Research projects involving analysis of secondary data will NOT require prior IRB approval in the following situations:
- The data set(s) is (are) published and publicly available without restriction (e.g., data are published by a reputable source in a publicly-available journal, textbook or web-site) and neither the UW researcher nor any collaborating researcher on the project(s) has access to links that would connect the data to the individuals from whom they were derived.
- The data set(s) are publicly available to researchers and others, but the data holder requires a “responsible use statement” or similar attestation to ensure appropriate use and protection of the data. Such an agreement or attestation may be automated. In this case, neither the UW researcher nor any collaborating researcher on the project can have access to any links that would connect the data to the individuals from whom they were derived, nor may any researcher on the project attempt to re-identify any person from whom the data were derived.

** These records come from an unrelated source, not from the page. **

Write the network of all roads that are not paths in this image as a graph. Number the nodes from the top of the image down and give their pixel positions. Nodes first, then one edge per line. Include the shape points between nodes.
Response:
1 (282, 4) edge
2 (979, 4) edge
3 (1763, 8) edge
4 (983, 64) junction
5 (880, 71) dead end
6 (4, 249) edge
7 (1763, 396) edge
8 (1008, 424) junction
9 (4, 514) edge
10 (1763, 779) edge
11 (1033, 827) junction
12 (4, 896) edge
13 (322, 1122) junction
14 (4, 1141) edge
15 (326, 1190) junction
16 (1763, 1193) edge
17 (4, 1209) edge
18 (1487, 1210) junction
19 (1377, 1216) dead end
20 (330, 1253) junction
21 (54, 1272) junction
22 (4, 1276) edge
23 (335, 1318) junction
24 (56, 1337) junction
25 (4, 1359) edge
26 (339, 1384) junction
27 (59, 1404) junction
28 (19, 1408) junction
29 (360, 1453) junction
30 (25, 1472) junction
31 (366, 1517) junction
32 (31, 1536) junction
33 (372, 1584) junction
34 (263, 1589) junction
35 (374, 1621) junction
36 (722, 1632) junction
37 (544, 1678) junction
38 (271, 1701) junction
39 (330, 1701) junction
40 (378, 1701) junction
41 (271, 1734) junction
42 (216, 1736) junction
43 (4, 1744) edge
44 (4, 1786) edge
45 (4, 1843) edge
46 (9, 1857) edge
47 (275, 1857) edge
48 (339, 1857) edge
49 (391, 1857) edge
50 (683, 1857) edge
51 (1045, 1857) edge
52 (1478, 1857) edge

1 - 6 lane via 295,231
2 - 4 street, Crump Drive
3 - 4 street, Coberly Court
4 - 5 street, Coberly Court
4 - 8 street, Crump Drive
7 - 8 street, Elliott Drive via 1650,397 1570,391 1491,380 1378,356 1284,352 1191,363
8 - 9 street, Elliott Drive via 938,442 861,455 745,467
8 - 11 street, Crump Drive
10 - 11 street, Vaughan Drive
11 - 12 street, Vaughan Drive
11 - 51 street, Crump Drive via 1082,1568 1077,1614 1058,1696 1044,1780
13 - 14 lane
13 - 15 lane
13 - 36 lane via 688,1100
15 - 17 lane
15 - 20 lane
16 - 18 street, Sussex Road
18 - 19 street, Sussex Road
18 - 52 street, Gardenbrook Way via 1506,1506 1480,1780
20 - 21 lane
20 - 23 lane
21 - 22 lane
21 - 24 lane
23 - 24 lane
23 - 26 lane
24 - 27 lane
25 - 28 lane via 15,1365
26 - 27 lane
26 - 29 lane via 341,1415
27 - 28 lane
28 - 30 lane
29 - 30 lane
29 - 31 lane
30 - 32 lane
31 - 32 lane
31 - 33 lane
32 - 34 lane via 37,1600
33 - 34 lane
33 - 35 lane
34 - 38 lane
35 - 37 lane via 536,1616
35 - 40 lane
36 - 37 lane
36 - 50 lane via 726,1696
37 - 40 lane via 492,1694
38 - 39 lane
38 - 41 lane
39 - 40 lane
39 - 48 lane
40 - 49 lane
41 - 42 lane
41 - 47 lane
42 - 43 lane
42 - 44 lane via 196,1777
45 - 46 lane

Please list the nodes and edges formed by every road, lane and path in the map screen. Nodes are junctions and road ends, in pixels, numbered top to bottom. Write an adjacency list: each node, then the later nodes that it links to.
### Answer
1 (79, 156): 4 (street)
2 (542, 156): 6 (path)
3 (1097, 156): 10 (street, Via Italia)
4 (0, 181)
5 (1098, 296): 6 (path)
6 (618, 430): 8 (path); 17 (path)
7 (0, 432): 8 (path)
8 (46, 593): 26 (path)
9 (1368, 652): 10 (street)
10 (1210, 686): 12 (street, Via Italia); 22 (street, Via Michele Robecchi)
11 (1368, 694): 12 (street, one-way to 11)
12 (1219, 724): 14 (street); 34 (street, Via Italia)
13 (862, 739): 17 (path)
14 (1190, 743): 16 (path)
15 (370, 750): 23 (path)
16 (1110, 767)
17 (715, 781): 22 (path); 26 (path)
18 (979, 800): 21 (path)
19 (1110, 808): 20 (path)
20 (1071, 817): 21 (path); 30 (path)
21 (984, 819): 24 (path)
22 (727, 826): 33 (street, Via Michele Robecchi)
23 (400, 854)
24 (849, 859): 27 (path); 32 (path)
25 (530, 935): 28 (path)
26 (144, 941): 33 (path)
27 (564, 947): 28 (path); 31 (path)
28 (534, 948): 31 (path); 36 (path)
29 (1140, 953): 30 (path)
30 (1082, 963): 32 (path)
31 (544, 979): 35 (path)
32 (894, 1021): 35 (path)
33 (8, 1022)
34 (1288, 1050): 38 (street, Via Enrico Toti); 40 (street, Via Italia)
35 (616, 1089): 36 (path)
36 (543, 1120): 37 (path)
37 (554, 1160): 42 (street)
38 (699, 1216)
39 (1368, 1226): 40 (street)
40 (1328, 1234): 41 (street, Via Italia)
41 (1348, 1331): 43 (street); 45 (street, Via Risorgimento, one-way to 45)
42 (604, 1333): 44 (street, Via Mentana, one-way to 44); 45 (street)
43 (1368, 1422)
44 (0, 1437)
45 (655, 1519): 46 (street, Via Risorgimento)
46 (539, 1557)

- The researcher will obtain a data set available from a Federal or State agency and will enter into an agreement with the data provider that includes language that a) the data provided to the researcher does not contain any identifiers, including those specified under the HIPAA Privacy Rule; b) if the data are coded, the data provider will not release a link to the code to the researcher; and c) the researcher receiving the data set must agree to not attempt to re-identify any person from whom the data were derived.
For examples of the types of secondary datasets that do not require prior IRB approval see the List of Approved De-identified Publicly Available Datasets. Any questions regarding whether a data set meets these requirements should be referred to the IRB Office that would be expected to review the use of the data if the project qualifies as research involving human subjects.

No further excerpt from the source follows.